What’s the First Place Your Body Holds Stress?
If I ask clients where they hold stress, most people say shoulders or neck right away.
That is common, but it is not the only place.
I have heard everything from jaw, to hips, to hands, to even the stomach.
Your body has patterns. Once it learns where to store tension, it tends to go back to that same place over and over again.
Why Your Body Picks Certain Areas
Stress is not just mental. It is physical.
When your nervous system is activated, your body prepares to protect itself. Muscles tighten, breathing changes, and certain areas become more active. Over time, your body creates a “default tension zone.”
For some people, that is the upper body. For others, it is the low back or hips.
Research shows that stress increases muscle activity and can lead to persistent tension patterns, especially in areas already prone to overuse.
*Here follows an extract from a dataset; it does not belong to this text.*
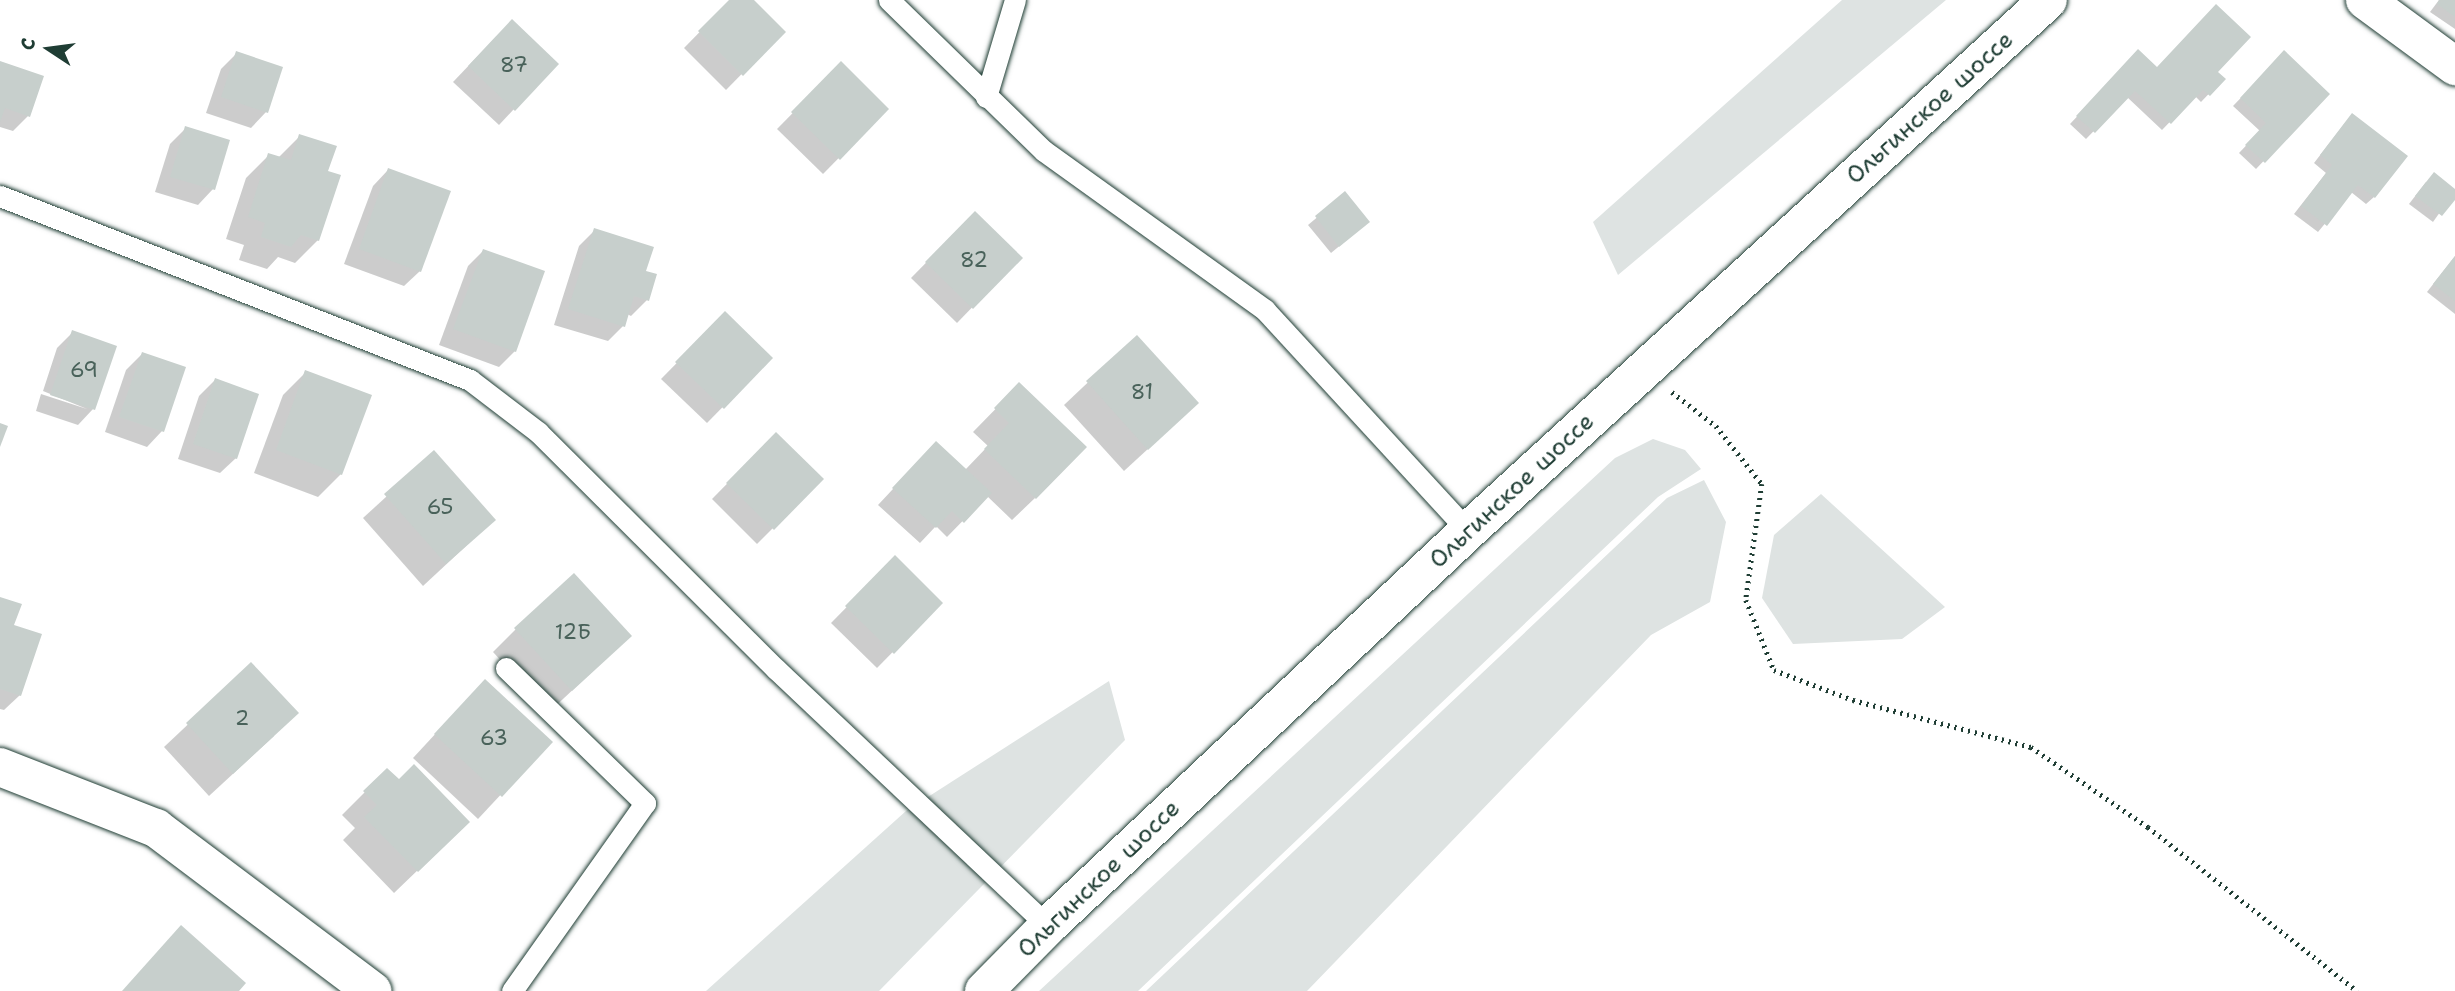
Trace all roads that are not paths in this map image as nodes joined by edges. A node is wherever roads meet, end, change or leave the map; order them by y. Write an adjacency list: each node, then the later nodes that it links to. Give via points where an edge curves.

(Source: National Center for Complementary and Integrative Health, nccih.nih.gov)
But beyond the physical, there is also an emotional component.
In You Can Heal Your Life, Louise Hay talks about how different areas of the body can reflect emotional patterns. For example, tight shoulders can relate to feeling burdened or carrying too much responsibility.
Similarly, in The Body Keeps the Score, Bessel van der Kolk explains how the body stores stress and trauma when it is not fully processed. That tension does not just disappear. It gets held in the body, sometimes long after the situation has passed.
Your body is not just reacting. It is remembering.
Common Stress Holding Areas
Neck and shoulders
This is the most common. Shoulders lift and stay elevated when stress is constant.
Jaw
Clenching and grinding are often tied to stress and can lead to headaches and neck pain.
Hips
Long periods of sitting combined with stress can lead to deep hip tension.
Low back
When the body feels unsupported or fatigued, the low back often takes on extra load.
How Massage Helps
Massage helps break the cycle. It increases circulation, reduces muscle guarding, and gives your nervous system a chance to reset. Often clients do not realize how tense they are until the tension starts to release.
It is not just about loosening muscles. It is about teaching your body that it is safe to let go.
What You Can Do Between Sessions
Check in with your body throughout the day. Notice where you are holding tension and consciously soften that area.
Slow breathing helps. Gentle movement helps. Even small awareness shifts help.
What I Want You to Take From This
Your body is not random. If you keep feeling tension in the same place, there is a reason.
Sometimes it is physical.
Sometimes it is emotional.
Most of the time, it is both.
Massage helps you understand those patterns, not just temporarily relieve them.